## ACTIVITY
Tell how many lines of the data include the word "lane". Nothing but the number belongs in the answer.

------ STORED DATA ------

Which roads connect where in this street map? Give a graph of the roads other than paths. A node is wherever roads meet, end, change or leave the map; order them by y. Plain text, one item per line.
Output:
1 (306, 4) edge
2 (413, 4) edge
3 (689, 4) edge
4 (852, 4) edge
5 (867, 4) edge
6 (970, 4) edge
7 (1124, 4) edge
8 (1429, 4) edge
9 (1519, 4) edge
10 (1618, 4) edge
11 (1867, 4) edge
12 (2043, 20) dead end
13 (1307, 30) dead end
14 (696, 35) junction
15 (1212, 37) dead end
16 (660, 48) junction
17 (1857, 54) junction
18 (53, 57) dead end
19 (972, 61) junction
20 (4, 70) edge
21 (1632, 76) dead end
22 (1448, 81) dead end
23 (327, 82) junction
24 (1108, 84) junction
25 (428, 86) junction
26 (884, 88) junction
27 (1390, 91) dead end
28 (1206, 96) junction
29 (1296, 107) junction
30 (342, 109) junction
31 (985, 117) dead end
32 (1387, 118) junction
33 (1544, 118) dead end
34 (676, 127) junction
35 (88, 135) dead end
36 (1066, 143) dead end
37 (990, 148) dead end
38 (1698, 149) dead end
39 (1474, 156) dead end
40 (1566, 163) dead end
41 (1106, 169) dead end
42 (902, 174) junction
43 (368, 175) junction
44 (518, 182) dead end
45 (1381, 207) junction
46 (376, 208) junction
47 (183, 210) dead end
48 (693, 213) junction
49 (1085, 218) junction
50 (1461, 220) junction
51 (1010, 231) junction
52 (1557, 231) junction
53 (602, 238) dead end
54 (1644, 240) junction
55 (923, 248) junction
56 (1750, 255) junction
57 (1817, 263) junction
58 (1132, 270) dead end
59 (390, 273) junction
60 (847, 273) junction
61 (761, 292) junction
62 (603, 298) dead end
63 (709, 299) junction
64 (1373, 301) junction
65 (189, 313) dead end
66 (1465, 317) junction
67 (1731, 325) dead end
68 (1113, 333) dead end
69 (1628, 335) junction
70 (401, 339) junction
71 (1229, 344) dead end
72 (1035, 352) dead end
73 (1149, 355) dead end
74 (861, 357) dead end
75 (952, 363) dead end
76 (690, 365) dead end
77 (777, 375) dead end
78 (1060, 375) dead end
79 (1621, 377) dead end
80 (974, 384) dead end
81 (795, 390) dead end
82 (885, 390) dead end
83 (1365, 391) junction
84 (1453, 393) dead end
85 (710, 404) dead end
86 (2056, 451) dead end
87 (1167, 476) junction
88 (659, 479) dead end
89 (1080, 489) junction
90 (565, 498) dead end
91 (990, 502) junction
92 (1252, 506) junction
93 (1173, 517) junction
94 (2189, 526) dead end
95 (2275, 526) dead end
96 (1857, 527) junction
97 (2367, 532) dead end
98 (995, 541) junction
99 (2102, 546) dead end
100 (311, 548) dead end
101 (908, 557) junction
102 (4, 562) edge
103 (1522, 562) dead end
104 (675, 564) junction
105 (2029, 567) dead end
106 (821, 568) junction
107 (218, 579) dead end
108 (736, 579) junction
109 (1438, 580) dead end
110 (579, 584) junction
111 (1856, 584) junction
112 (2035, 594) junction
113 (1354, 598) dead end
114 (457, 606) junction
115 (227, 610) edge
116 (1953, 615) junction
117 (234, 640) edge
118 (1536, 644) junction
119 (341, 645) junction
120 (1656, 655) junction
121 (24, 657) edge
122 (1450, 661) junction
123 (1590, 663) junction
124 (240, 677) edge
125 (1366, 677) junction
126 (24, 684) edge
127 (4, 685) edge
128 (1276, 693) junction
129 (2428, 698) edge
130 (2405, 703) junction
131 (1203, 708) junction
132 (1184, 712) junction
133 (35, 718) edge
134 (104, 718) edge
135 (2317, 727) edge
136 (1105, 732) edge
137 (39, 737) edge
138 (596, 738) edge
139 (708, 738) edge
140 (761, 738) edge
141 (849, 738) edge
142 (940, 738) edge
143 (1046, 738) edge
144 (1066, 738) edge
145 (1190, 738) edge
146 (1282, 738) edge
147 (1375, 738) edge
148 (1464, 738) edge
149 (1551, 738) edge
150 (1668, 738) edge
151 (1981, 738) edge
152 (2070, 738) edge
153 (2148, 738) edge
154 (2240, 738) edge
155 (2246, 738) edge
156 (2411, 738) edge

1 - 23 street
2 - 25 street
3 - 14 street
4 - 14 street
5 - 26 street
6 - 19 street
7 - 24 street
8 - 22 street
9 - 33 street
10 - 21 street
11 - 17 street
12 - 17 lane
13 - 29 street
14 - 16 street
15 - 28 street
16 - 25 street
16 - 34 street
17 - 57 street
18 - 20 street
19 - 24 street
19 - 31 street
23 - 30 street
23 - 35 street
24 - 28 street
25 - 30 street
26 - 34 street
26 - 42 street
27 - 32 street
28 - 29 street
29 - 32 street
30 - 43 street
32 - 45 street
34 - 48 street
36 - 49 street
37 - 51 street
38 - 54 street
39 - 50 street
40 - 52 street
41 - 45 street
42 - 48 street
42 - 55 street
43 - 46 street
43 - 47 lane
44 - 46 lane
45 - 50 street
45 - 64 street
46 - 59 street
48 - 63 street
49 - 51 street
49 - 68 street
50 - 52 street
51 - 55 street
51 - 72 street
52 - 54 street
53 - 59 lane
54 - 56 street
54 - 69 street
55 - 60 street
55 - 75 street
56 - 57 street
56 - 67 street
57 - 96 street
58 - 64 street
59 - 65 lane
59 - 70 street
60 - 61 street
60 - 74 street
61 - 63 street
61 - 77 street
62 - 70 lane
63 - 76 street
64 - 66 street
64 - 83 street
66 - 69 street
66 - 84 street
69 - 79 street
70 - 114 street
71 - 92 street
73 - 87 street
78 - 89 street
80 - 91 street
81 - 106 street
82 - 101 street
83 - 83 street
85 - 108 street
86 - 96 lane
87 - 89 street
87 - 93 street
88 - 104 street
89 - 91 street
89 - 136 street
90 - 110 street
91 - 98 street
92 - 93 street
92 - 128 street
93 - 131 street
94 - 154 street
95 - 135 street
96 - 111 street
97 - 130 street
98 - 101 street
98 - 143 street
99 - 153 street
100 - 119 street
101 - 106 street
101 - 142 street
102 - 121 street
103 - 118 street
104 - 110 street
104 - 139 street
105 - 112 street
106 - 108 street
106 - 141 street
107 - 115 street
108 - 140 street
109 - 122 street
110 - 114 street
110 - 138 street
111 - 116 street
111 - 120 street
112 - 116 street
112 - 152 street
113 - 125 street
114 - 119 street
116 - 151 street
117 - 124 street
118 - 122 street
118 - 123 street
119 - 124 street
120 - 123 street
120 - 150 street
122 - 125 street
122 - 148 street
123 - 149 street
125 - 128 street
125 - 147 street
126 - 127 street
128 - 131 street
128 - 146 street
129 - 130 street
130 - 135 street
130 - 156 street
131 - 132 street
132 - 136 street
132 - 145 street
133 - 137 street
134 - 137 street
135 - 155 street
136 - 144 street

------

## ANSWER TO THIS TASK
7